ABSTRACT - PROJECT 1 Based on discoveries made in the previous cycle of our program project, Project 1 will probe deeply into the cellular and molecular events of CCM pathogenesis. Using lineage tracing of murine CCM lesions we showed that the initial event of lesion genesis is somatic loss of the remaining wild-type copy of the Ccm gene, followed by a clonal expansion of endothelial cells harboring the same somatic mutation, and what appears to be recruitment of additional ECs into the growing lesion – cells that do not harbor the somatic mutation. Secondly, based on discoveries in the Kahn lab for a role for activated PI3 kinase in lesion development in mouse CCM models, we identified activating PIK3CA mutations in more than 50% of human CCM lesions. These collaborative discoveries suggest we have not yet fully understood the molecular and cellular events that contribute to CCM lesion genesis, growth and maturation. In the first Aim, we will deeply sequence bulk human CCMs to determine whether somatic mutation of any other oncogenes contribute to the development of lesions. In a second Aim we will use single-cell genomic DNA sequencing to determine whether individual endothelial cells require both the somatic CCM mutation and the PIK3CA mutation (and/or mutation of other genes discovered in Aim 1), or instead whether these genes are mutated in separate endothelial cell compartments of the lesion. In Aim 3, due to growing evidence that the somatically mutated cells poison the non-mutant cells to recruit them into the growing CCM, we will employ single-cell RNA sequencing to determine how the somatic mutation profile of the lesional cell influences the cell’s gene expression profile. In addition to increasing fundamental understanding of CCM pathogenesis, this work has therapeutic implications. The PI3K-AKT signaling pathway is a target of existing drugs with others under development. Thus as part of this project we will continue our quest for a highly effective therapy by testing compounds nominated in this or any of the three projects, using our more clinically-relevant CCM mouse models developed in the past funding cycle. With a more complete knowledge of the molecular and mutational signature of CCM lesional cells, we hope to identify new targets for drug repurposing for CCM patients.

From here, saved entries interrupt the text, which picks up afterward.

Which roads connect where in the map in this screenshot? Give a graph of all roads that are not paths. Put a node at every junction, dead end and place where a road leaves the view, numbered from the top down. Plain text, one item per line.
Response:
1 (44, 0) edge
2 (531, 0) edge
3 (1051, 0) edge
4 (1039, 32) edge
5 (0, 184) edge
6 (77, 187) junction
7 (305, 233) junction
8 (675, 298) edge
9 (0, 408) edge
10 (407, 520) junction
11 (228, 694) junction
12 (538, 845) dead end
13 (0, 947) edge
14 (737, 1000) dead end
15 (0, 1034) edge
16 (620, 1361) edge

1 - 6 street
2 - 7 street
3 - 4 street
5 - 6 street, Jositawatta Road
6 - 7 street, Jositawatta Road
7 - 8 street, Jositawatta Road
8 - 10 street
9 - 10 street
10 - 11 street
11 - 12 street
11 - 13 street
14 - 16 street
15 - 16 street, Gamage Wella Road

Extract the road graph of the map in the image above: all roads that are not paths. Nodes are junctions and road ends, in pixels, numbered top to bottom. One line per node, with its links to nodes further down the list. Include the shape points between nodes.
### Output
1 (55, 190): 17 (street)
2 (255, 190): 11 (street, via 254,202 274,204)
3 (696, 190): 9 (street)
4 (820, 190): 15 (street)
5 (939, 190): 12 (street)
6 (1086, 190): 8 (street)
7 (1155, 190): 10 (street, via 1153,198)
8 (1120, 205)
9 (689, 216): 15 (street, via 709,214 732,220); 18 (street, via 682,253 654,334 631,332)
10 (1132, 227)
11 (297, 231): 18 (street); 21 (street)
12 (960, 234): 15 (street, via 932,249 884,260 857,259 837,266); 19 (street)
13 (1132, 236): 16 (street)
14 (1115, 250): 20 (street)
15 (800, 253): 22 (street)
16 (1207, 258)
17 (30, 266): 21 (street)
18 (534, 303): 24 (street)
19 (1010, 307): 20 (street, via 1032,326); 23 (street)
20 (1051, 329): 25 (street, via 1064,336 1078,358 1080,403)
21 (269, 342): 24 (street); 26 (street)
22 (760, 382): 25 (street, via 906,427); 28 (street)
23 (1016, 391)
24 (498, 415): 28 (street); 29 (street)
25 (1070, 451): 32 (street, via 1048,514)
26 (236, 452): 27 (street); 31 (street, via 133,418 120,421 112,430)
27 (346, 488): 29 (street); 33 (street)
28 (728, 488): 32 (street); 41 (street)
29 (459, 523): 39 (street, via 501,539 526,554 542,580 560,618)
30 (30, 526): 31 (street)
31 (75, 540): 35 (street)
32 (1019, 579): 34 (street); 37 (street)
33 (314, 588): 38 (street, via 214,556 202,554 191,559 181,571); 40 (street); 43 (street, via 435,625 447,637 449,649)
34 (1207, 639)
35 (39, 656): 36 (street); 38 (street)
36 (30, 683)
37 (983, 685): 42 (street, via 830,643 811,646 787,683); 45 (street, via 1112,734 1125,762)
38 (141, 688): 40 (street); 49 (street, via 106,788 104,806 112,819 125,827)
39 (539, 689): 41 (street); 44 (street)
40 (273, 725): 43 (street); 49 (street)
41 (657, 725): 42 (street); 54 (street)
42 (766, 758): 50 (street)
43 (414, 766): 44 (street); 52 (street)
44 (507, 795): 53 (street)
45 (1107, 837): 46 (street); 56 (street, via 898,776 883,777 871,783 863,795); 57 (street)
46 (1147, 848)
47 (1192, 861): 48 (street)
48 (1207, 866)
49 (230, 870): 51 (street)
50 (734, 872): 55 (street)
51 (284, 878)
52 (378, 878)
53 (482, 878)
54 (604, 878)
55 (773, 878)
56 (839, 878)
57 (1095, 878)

摘要 - 项目1 根据我们计划项目上一个周期中的发现，项目1将深入研究 使用鼠ccm腿的谱系跟踪 我们表明，病变的初始事件是剩余的野生型副本的体细胞丢失 CCM基因，然后是具有相同体细胞突变的内皮细胞的克隆膨胀，并且 似乎将其他EC招募到成长中的病变中 - 不藏有的细胞 躯体突变。其次，基于Kahn Lab的发现，用于激活PI3激酶的角色 小鼠CCM模型中的病变发展，我们确定了超过50％的激活PIK3CA突变 人类CCM病变。这些协作发现表明我们尚未完全了解 有助于CCM病变发生，生长和成熟的分子和细胞事件。在第一个 目的，我们将深入序列人类CCM，以确定其他任何其他人的体细胞突变是否 癌基因有助于病变的发展。在第二个目标中，我们将使用单细胞基因组 DNA测序以确定单个内皮细胞是否需要体细胞CCM突变 以及PIK3CA突变（在AIM 1中发现的其他基因的突变），或者是否是这些 在病变的单独内皮细胞室中突变基因。在AIM 3中，由于成长 证据表明，体形突变的细胞毒害了非突变细胞以将其招募到增长中 CCM，我们将采用单细胞RNA测序来确定如何的体细胞突变曲线 病变细胞影响细胞的基因表达谱。除了增加基本 了解CCM发病机理，这项工作具有治疗意义。 PI3K-AKT信号传导 途径是与正在开发的其他人的现有药物的目标。作为这个项目的一部分，我们将 通过测试在此或任何一个中提名的化合物，继续我们寻求高效疗法 三个项目，使用我们在过去的融资周期中开发的更临床的CCM鼠标模型。 有了更完整的了解CCM病变细胞的分子和突变特征，我们 希望确定针对CCM患者的药物重新利用的新靶标。